Открытка с рисунком Вильриха “Оберст-лейтенант Шумахер, командир истребительной эскадры” (1-я истребительная эскадра (нем. Jagdgeschwader 1, (JG1)).
Вольфганг Вилльрих был известен своими портретами нордических расовых типов. В 1933-34 годах был сотрудником Имперского министерства культуры, но был вынужден уйти из-за проблем с окружением Людендорфа. Позже Рихард Дарре предоставил ему возможность стать независимым работником (с 12 мая 1934 года спонсором Вилльриха становится Главное управление рас и поселений СС), что позволило Вилльриху продолжать рисовать нордических крестьян, чем он занимался с большим энтузиазмом.
Вместе с Альфредом Розенбергом и Паулем Шульце-Наумбургом Вилльрих считается одним из самых фанатичных сторонников нацистской художественной политики, «нетолерантного» к представителям модернизма и еврейского искусства.
Многие его работы публиковались на почтовых открытках и плакатах, но он продолжал сохранять свою независимость. Вилльрих отклонил предложение Генриха Гиммлера стать почетным членом СС и так и не вступил в НСДАП. Он считал борьбу Третьего Рейха против дегенеративного искусства слишком пассивной. В декабря 1937 года Вилльрих опубликовал свое исследование «Очистка храма немецкого искусства. Искусство политической полемики для восстановления немецкого искусства в духе скандинавской природы». Эта резкая критика стала важным инструментом для проектирования и организации выставки «дегенеративного искусства» в Мюнхене. Вместе с Вальтером Гансеном и графом Клаусом фон Баудиссеном он помогал в организации экспозиции 1937 года.
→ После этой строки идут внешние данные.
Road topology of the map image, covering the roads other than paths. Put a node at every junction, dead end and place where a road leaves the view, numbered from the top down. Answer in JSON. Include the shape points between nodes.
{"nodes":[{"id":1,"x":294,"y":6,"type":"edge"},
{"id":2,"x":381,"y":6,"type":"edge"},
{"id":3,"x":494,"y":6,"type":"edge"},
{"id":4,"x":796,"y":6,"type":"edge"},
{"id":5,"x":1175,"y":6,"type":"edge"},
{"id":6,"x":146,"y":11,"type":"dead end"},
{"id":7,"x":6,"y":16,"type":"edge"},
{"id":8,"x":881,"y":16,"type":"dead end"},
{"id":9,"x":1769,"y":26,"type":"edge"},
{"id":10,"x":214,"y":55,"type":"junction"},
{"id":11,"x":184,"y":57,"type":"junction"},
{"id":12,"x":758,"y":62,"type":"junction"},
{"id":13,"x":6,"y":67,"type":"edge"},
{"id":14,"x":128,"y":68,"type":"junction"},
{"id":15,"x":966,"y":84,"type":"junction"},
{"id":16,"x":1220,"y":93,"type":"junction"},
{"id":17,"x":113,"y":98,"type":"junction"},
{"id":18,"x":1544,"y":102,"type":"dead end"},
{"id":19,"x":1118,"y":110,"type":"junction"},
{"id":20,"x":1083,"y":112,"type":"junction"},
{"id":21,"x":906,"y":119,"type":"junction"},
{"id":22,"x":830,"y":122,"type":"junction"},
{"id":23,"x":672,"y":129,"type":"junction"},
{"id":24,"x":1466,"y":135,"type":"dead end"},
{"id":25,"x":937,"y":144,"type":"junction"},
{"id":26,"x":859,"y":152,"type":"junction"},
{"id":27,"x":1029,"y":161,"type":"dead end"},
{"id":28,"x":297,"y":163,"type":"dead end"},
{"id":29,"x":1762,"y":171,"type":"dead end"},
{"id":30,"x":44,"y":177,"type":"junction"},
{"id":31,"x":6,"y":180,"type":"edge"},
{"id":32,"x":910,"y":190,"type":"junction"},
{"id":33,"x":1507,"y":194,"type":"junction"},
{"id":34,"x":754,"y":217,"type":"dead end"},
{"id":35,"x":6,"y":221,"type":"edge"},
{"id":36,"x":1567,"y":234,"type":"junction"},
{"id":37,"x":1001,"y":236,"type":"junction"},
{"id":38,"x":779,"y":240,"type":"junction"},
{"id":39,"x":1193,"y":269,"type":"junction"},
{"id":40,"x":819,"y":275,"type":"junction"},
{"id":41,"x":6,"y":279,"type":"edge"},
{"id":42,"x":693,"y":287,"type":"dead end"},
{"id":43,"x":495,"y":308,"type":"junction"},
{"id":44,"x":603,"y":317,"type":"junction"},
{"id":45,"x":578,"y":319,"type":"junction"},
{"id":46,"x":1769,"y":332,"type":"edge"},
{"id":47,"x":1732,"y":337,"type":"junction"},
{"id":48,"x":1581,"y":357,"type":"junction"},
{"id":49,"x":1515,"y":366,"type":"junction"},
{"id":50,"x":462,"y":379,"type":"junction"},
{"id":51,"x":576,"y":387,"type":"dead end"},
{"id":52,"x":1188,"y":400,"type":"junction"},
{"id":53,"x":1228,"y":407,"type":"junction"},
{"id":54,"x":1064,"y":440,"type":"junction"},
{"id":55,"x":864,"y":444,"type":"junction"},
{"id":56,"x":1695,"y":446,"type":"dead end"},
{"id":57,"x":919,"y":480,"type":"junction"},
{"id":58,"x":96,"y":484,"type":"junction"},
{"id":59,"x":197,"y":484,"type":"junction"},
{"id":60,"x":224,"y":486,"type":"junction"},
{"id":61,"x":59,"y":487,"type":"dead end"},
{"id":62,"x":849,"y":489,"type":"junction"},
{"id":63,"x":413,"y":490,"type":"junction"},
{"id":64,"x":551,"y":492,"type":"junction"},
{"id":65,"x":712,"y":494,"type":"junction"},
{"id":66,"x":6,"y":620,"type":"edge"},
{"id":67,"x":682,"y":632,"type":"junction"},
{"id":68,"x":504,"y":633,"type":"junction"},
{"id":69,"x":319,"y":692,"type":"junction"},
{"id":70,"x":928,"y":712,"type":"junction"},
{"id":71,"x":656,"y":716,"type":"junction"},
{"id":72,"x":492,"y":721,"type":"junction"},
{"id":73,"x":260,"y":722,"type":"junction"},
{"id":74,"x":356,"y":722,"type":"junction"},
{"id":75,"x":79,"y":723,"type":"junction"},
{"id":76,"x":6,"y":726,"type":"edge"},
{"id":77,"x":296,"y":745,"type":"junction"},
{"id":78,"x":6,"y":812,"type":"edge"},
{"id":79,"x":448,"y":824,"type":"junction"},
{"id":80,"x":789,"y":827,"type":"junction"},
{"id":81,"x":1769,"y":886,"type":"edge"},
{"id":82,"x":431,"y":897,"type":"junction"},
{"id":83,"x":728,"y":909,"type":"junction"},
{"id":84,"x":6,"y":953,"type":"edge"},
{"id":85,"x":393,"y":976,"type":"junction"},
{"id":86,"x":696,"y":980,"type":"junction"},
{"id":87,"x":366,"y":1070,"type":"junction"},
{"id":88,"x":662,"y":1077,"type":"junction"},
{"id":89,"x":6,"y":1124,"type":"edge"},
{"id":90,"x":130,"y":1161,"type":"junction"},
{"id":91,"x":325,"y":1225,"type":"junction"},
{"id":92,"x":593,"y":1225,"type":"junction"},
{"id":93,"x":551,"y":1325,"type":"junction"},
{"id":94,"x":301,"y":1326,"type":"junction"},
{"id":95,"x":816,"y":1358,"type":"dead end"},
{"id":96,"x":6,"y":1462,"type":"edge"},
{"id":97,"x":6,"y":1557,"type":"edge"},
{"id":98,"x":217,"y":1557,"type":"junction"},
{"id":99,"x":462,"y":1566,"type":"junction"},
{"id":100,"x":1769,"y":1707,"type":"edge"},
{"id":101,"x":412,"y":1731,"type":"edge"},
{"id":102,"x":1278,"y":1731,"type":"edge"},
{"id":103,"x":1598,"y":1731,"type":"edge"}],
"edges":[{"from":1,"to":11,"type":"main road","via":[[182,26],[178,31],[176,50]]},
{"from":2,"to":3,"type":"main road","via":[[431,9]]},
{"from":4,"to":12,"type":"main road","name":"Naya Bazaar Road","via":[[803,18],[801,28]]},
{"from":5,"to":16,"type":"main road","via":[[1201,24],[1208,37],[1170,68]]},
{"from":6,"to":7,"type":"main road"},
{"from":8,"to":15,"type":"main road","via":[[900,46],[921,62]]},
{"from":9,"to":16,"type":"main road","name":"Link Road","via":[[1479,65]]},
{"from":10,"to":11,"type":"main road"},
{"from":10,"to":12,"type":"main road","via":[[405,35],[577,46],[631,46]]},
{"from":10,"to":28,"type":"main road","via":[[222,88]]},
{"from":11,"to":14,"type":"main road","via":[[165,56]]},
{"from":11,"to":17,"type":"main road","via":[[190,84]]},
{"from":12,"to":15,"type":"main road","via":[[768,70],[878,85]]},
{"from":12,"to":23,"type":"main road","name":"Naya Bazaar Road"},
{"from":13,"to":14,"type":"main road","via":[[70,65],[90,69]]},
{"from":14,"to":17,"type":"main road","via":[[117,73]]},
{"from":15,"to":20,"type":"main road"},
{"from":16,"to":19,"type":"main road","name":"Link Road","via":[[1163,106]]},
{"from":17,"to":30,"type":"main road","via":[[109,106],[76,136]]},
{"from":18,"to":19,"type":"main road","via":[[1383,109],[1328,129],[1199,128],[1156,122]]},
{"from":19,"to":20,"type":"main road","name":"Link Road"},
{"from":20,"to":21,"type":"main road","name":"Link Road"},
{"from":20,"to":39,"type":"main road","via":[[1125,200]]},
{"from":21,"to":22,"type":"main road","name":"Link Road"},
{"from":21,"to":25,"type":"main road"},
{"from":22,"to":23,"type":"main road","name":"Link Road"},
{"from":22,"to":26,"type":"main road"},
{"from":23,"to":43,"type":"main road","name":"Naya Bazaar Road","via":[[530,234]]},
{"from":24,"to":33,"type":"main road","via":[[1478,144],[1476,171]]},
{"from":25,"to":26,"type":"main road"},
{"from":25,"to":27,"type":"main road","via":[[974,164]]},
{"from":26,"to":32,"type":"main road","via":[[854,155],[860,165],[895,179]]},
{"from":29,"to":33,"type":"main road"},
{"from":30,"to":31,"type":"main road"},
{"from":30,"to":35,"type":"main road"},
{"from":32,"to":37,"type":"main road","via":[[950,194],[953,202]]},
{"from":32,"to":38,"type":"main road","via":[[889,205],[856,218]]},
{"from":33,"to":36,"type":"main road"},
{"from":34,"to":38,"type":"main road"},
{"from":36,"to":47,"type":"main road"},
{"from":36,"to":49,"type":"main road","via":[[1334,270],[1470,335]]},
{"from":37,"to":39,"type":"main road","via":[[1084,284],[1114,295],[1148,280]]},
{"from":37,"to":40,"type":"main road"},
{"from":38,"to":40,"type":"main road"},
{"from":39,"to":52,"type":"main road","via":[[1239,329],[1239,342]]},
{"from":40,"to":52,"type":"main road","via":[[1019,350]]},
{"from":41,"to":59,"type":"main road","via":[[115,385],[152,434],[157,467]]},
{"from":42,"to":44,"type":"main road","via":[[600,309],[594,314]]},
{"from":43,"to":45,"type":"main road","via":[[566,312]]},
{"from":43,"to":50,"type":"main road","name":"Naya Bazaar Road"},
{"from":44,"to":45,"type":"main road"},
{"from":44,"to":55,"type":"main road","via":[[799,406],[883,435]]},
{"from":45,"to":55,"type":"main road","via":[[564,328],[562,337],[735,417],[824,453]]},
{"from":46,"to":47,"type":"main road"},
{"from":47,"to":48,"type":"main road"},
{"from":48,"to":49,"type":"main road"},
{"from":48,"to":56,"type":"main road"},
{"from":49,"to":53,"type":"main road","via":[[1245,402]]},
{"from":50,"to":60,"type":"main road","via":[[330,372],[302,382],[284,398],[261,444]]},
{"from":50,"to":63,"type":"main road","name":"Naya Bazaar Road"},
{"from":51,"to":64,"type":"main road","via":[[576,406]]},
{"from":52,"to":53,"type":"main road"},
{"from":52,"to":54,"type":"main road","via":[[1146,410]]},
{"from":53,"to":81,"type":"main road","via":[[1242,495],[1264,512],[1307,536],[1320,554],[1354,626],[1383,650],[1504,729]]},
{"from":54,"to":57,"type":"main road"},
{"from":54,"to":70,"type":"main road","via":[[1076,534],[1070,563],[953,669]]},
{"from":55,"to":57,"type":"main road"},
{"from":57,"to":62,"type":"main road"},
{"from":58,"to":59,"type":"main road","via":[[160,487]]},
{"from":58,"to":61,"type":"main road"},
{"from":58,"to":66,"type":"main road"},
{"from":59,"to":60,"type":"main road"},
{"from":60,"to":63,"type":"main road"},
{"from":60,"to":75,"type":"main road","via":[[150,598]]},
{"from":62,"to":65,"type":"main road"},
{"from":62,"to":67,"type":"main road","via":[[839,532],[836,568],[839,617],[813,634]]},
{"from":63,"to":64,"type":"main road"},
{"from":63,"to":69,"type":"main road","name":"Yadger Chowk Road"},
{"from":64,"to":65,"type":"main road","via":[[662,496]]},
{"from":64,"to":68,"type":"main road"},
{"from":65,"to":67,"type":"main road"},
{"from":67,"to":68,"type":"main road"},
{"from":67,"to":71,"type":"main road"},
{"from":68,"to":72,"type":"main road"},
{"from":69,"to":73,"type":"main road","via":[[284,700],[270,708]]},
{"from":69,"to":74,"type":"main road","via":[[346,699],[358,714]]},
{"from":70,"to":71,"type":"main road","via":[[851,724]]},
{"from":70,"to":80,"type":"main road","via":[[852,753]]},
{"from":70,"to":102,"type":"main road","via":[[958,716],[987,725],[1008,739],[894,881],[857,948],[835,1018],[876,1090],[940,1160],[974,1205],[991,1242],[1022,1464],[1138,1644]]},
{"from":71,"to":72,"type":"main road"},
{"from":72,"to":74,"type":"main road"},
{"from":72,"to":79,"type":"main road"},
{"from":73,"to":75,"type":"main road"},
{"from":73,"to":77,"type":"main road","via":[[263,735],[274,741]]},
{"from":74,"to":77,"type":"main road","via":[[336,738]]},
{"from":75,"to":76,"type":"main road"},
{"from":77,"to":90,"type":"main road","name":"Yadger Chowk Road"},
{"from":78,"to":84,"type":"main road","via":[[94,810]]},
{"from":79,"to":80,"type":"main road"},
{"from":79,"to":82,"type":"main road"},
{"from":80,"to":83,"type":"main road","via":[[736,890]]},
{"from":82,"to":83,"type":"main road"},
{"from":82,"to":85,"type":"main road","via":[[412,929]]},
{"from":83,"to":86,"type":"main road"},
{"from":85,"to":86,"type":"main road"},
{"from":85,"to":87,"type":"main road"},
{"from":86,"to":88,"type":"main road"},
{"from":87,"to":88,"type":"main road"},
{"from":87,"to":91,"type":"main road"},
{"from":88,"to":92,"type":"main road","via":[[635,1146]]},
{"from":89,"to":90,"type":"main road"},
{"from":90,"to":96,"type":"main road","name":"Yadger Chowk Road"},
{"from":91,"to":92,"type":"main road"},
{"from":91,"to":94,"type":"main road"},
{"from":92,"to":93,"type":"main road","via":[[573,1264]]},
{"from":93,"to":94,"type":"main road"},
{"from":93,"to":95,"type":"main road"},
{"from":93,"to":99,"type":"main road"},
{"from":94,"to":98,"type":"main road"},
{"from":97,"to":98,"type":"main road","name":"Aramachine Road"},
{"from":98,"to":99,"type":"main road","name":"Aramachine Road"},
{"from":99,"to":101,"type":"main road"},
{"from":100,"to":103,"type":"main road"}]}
В 1939 году попросил отправить себя на фронт в качестве фронтового художника, побывал в Польше, Франции, Норвегии, Финляндии и СССР. За это время он сделал много портретов военных командиров. Позже он пишет много портретов кавалеров Рыцарского креста Железного креста.
Из воспоминаний самого Карла Шумахера (командира Jagdgeschwader 1) о боестолкновении с английскими бомбардировщиками 18 декабря 1939 г.:
“Я был одним из последних, поднявшихся в воздух. Другие эскадрильи уже были на пути к цели. Итак, я влез в кабину моего 109-го и охота началась. Видимость была превосходной – с высоты 1000 метров обзор достигал 50-60 км. Я взял курс на взрывы зенитных снарядов, которые отлично показывали положение противника. Небо уже было прочерчено столбами дыма от сбитых самолетов: черные столбы означали попадание в двигатель, белые – попадание в бензобак. Было видно, что в небе разыгралась жесткая битва.
Внезапно я заметил двух англичан, шедших на высоте 2000 метров. Я немедленно их атаковал, но безрезультатно. Один из англичан резко снизился, до 1000 метров и даже ниже, но мой самолет все равно был быстрее. Пожалуй даже слишком быстрым, поскольку на втором заходе я также проскочил мимо, не успев толком прицелится. Я перекрыл дроссель и, с третьей попытки сел на хвост бомбардировщика, открыл огонь. Все было кончено за один миг – англичанин потерял управление и рухнул на землю. В этот момент второй английский бомбардировщик открыл прицельный огонь по мне. Я заложил вираж и вдруг обнаружил, что мой самолет серьезно поврежден. Указатель уровня топлива резко пошел к нулю, а кабина заполнилась резким запахом авиационного бензина. Я рывком открыл форточку, поскольку голова моя сразу закружилась от ядовитых испарений. Когда я продышался и снова смог соображать, то оказалось, что мой самолет идет всего в 600-700 метрах над поверхностью воды. С пробитым бензобаком я направился на аэродром. Приземлиться мне удалось на последних каплях топлива. Так я пережил самые счастливые минуты моей жизни. Почти каждый самолет, заходивший на посадку, покачивал крыльями, показывая, что вылет оказался результативным.”